Но, кажется, влюбился я в Алису все-таки не тогда. А потом, когда приехал домой на вакации.
Забирать меня домой приехал сэр Овейн. Хоть в Опасном Лесу драконы и повывелись, зато завелись, по его рассказам, разбойники; так что просто взять и поехать домой, без хорошего сопровождения, было нельзя. С управляющим увязался Рейнард — брат соскучился по Городу и отпросился у отца съездить за мной. Мы уезжали вместе в Роландом: он тоже отправлялся домой на лето, и нам было по пути до самого нашего феода. За Роландом его отец тоже прислал сопровождающих: пятерых егерей и одного рыцаря, по имени Этельред.
Если на свете бывают зловещие люди, то это именно Этельред. Он не понравился мне с первого взгляда! И неудивительно: он смотрел на меня так, будто собирался просверлить мне взглядом голову и разузнать, что там внутри. Мы ехали вместе целую неделю, и за все время Этельред не перемолвился со мной и словом! То есть на вопросы он отвечал — односложно или кивком головы, но это и все. Насколько Роланд был светлел, настолько Этельред — сама темнота. Я видел черноволосую Марию, и в ее случае это было весьма красиво, потому что редкостно; а Этельред походил на ворона, темный не только волосом, но и лицом, и глазами. Даже непонятно было, сколько ему лет: то ли двадцать с небольшим, то ли пятьдесят. Интересно, а он улыбаться умеет, думал я, искоса глядя на его сжатые жестокие губы, сдвинутые темные брови — как будто Этельред все время хмурился. Я потихоньку расспросил Роланда о нем — но тот засмеялся.

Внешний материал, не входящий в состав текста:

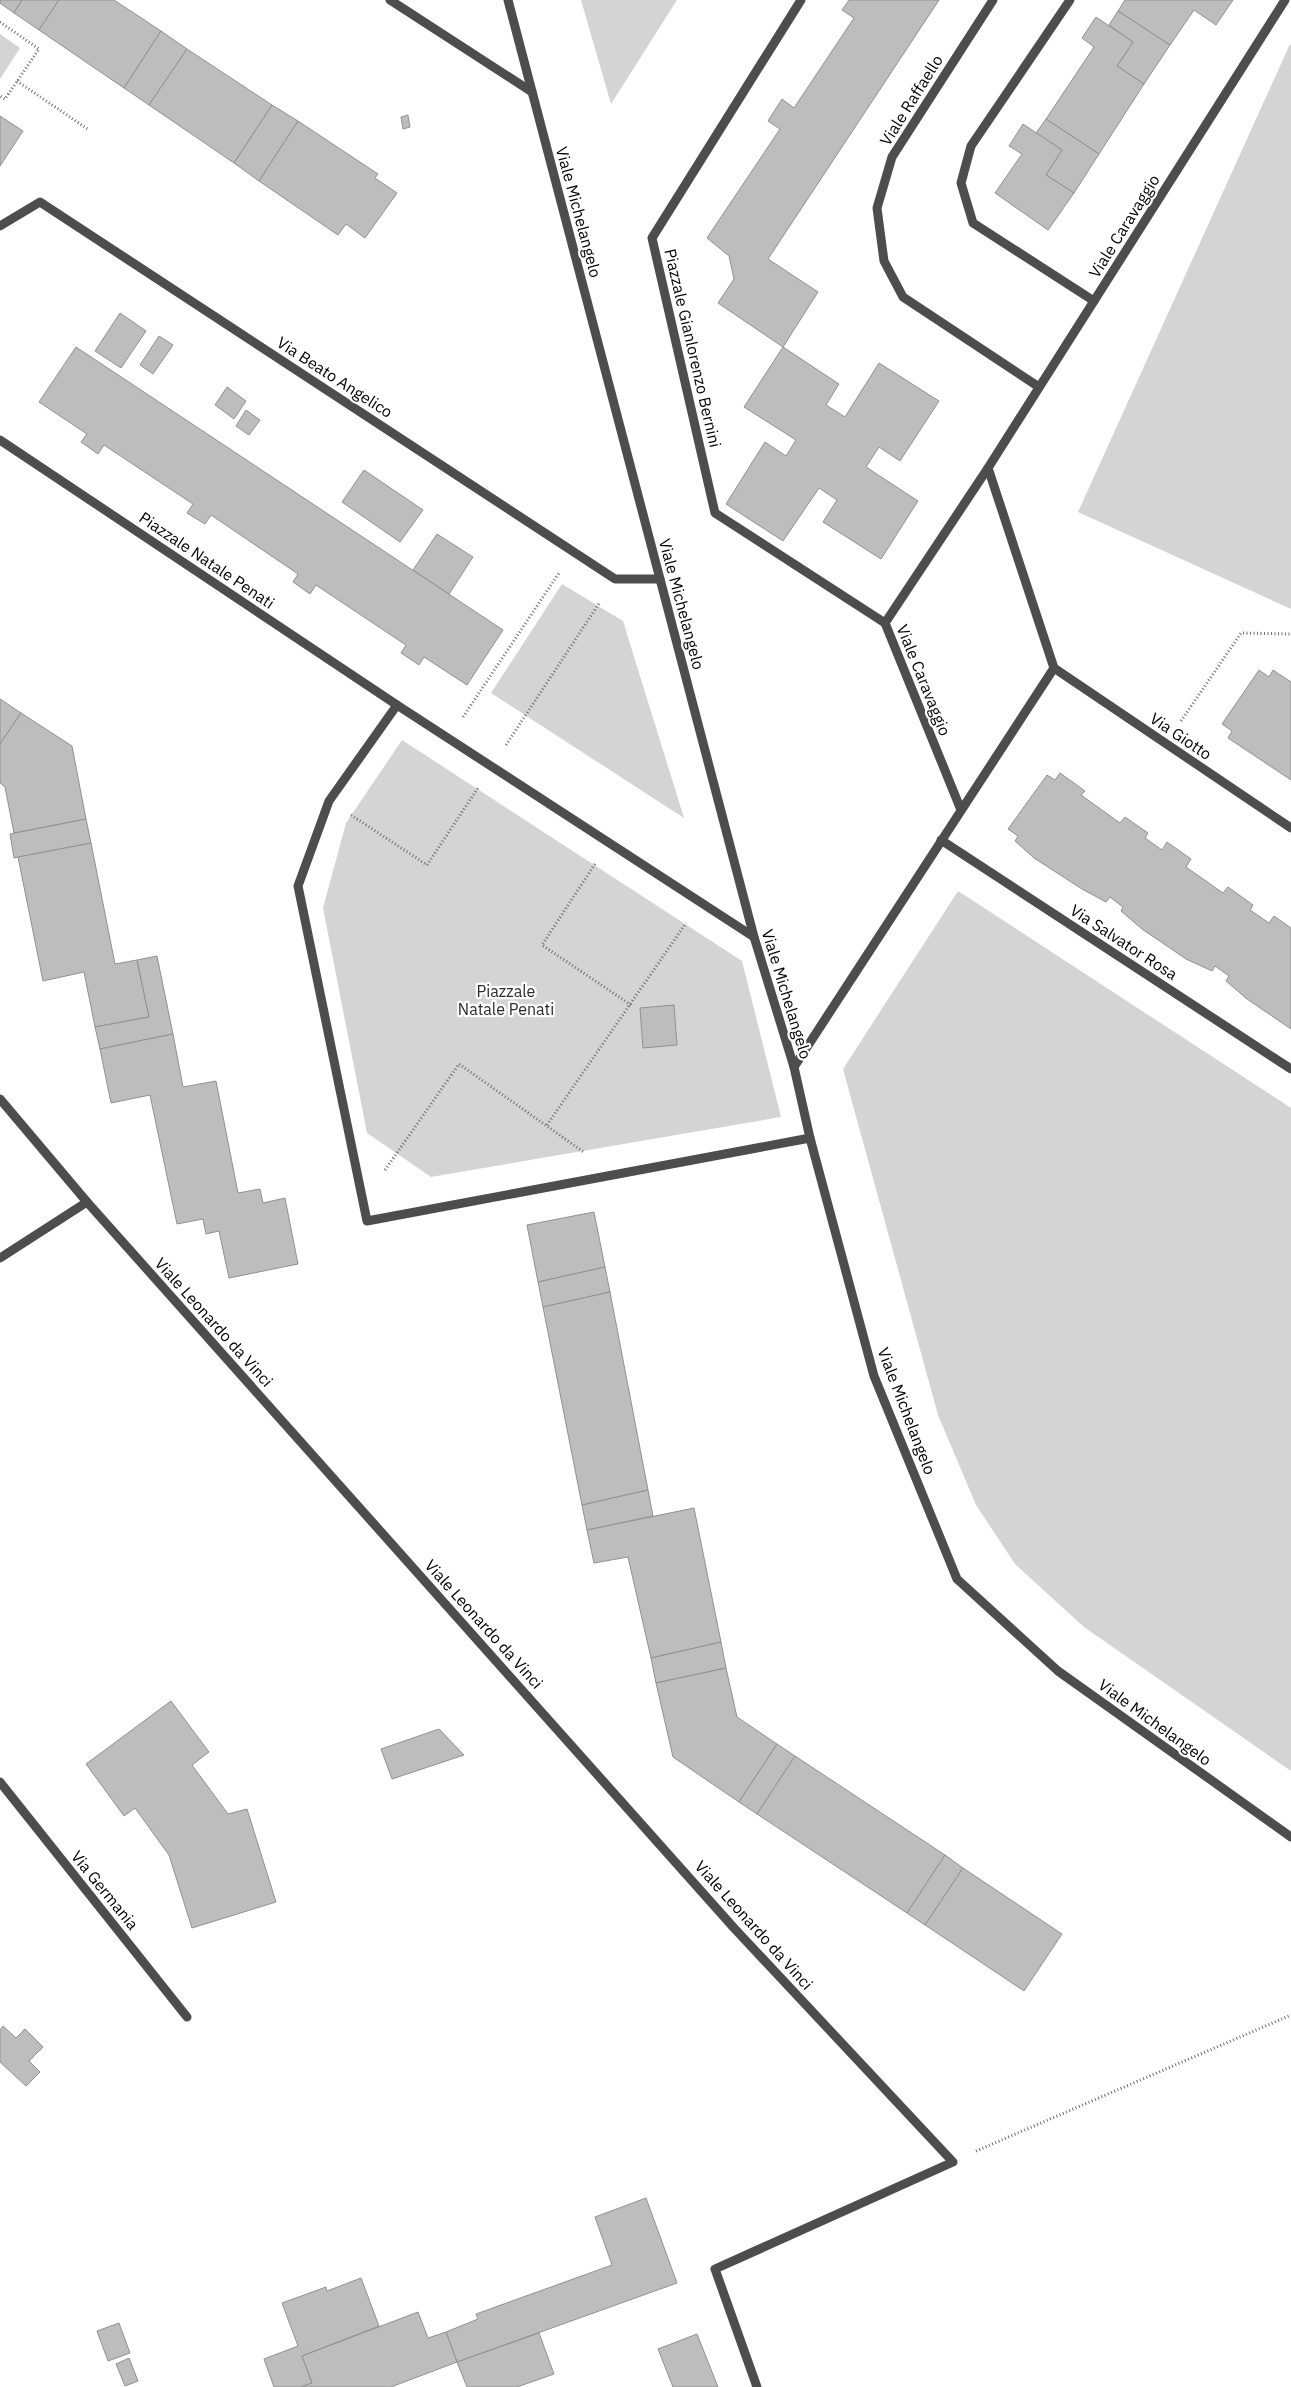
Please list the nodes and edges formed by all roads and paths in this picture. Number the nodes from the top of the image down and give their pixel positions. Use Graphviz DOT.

— Ты, никак, боишься старины Этельреда? — спросил он, смеясь. — Да, он полезный вассал: отпугивает врагов и друзей за версту. Ничего, привыкай, он всегда такой. Со мной и с отцом он тоже не очень разговорчивый.
Этельред, по словам Роланда, был их наследственный кастелян, то есть управляющий замком, как у нас — сэр Овейн. Раньше кастеляном служил его отец. Особенно я невзлюбил Этельреда, когда мы все на первом же привале уселись поужинать и стали молиться перед едой. Черный Этельред один сидел неподвижно, глядя в сторону. Я уставился на него во все глаза, а он сидел, прищурившись, и не обращал внимания. Даже не перекрестился.
Я лег спать между Роландом и Рейнардом; с другой стороны от моего друга улегся этот Этельред. Я долго думал, как бы спросить так, чтобы он не услышал; наконец, когда он вроде бы уснул, я пихнул Роланда в бок и прошептал вопрос на самое ухо — почему его рыцарь не молился вместе со всеми?
— Да он, наверное, молился по-своему, — отвечал мой друг, растягивая рот зевком. — Он, понимаешь ли, не христианин. Язычник, как по ту сторону гор.